February 28, 2012 | By | Posted in General News

Attorney general candidate’s email raises concerns of political agenda

Murphy’s campaign says he will fight for the rights of Pennsylvanians
By Eric Boehm | PA Independent
HARRISBURG — In a pair of emails to supporters, Patrick Murphy, candidate for state’s attorney general, said he wants to defend Pennsylvania from a Republican and tea party agenda, raising questions about the role of politics in the top cop race.
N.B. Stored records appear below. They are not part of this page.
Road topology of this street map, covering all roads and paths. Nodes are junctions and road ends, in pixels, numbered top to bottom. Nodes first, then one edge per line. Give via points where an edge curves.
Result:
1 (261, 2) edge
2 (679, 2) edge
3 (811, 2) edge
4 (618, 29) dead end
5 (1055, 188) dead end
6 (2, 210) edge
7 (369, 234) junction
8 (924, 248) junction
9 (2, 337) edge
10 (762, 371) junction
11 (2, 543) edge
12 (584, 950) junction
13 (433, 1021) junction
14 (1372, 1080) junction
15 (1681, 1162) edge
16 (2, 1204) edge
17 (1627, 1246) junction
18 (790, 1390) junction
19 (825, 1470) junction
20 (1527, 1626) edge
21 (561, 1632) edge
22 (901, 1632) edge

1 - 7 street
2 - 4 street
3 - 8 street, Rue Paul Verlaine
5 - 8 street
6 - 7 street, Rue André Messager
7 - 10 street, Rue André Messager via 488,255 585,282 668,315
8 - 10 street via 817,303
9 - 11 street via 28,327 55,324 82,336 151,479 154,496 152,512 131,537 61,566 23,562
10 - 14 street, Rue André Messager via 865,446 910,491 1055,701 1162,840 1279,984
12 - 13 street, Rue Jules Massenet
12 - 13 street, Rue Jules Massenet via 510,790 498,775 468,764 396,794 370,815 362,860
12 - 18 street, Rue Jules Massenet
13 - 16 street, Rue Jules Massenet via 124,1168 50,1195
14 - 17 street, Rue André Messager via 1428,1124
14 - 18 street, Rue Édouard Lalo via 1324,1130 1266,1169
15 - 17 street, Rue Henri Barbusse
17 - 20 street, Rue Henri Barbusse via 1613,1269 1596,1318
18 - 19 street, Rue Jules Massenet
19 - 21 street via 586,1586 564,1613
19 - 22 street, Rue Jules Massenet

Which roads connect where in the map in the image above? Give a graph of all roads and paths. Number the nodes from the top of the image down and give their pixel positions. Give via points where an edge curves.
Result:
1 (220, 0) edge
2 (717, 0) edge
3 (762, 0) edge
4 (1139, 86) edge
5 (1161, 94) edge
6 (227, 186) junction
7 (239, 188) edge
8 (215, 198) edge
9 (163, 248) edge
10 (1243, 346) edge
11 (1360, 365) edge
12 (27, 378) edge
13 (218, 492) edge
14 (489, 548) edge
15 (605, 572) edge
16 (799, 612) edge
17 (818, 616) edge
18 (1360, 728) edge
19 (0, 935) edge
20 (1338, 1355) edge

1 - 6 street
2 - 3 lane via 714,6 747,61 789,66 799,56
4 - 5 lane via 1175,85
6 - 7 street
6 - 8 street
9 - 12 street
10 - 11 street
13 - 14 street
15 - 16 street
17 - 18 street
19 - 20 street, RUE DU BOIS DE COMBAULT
“Until I get to Harrisburg, the only way to fight back is to increase public pressure,” he writes. 
The mailer asks readers to sign a petition asking Gov. Tom Corbett and “Tea Party Republicans” to stop trying to suppress the right to vote with a controversial bill that would require all voters to show photo identification at the polls.
The messages have aroused concern among Republicans, tea party groups and Murphy's opponents in the attorney general race. They question whether the state's top law enforcement officer should be concerned about political agendas.
Robert Howard, education director for the Pennsylvania Coalition for Responsible Government, an alliance of tea party groups in western Pennsylvania, said the emails were not in line with the role of the attorney general.
"When most Pennsylvanians think of the attorney general, they think about consumer protection, protecting kids and seniors, and fighting identity fraud," Howard said. "They do not think of the attorney general as a government official with an enemies’ list attacking citizens for exercising their right to criticize the government."
Nat Binns, communications director for Murphy’s campaign, pointed to Murphy’s career as an Army paratrooper and Iraq War veteran.
“This is about defending the constitutionally guaranteed vote of every Pennsylvanian from political gamesmanship,” Binns wrote in an email. “Patrick Murphy has spent his career fighting for those rights, and he will never back down when partisan politics put them in jeopardy.”
Republican Gov. Bob McDonnell abandoned a similar bill in Virginia after the state’s attorney general advised that its passage could open the state to legal action.  
Binns said the Virginia example showed the attorney general has a role to play on political issues.
But that did not persuade Ana Puig, co-leader of the Kitchen Table Patriots, a Bucks County tea party group. 
“The end justifies the means,” Puig wrote in an email. “He will use his political position to advance the left’s ideology in our state.”
This is not the first time Murphy’s campaign has stirred up controversy. 
He told the Associated Press news service in January that he not passed the Pennsylvania bar exam — he was admitted to the state bar after passing the Minnesota bar and spending time as a military lawyer — and has not tried a case in the state’s court system.
Murphy was the first Iraq War veteran elected to Congress, in 2006. U.S. Rep. Mike Fitzpatrick beat him in 2010.
He is running against former Lackawanna County prosecutor Kathleen Kane and Dauphin County attorney Don Bailey, a former state auditor general and U.S. House representative, in the April 24 primary election. 
Bailey said efforts such as the voter ID bill should be fought by the attorney general on constitutional grounds, but he disagreed with Murphy's attempts to single out the tea party groups for criticism.
Tea party groups “are not approaching things from a partisan perspective, and I don't think he should, either," Bailey said.
Kane's campaign declined comment.
On the other side of the ballot, Republican Dave Freed, Cumberland County district attorney, is running unopposed for the nomination.
Freed's campaign spokesman Vincent Galko said the manner in which candidates conduct themselves during the campaign can give voters an idea about their temperaments.
"The next attorney general needs to have the proper disposition to do the job impartially," Galko wrote in an email. "Dave Freed has had to make the tough calls and he has built his career protecting Pennsylvania families."
Terry Madonna, a professor of political science at Franklin and Marshall College in Lancaster, said the Attorney General’s Office has become more visible than ever as a result of the so-called “Bonusgate” investigation, but the position requires caution when it comes to political activities.
“The attorney general has to be very careful not to be overly partisan, and not to get caught up in partisan politics,” he said. “I don’t remember a time when you had these kinds of issues in an election for that office.”
The Attorney General’s Office has been accused of being used for political purposes, most notably by Democrats during the investigation into taxpayer-funded bonuses paid to state workers for doing campaign work. 
That investigation was started under Corbett in 2005 during his term as attorney general and continued by current Attorney General Linda Kelly, Corbett’s hand-picked successor.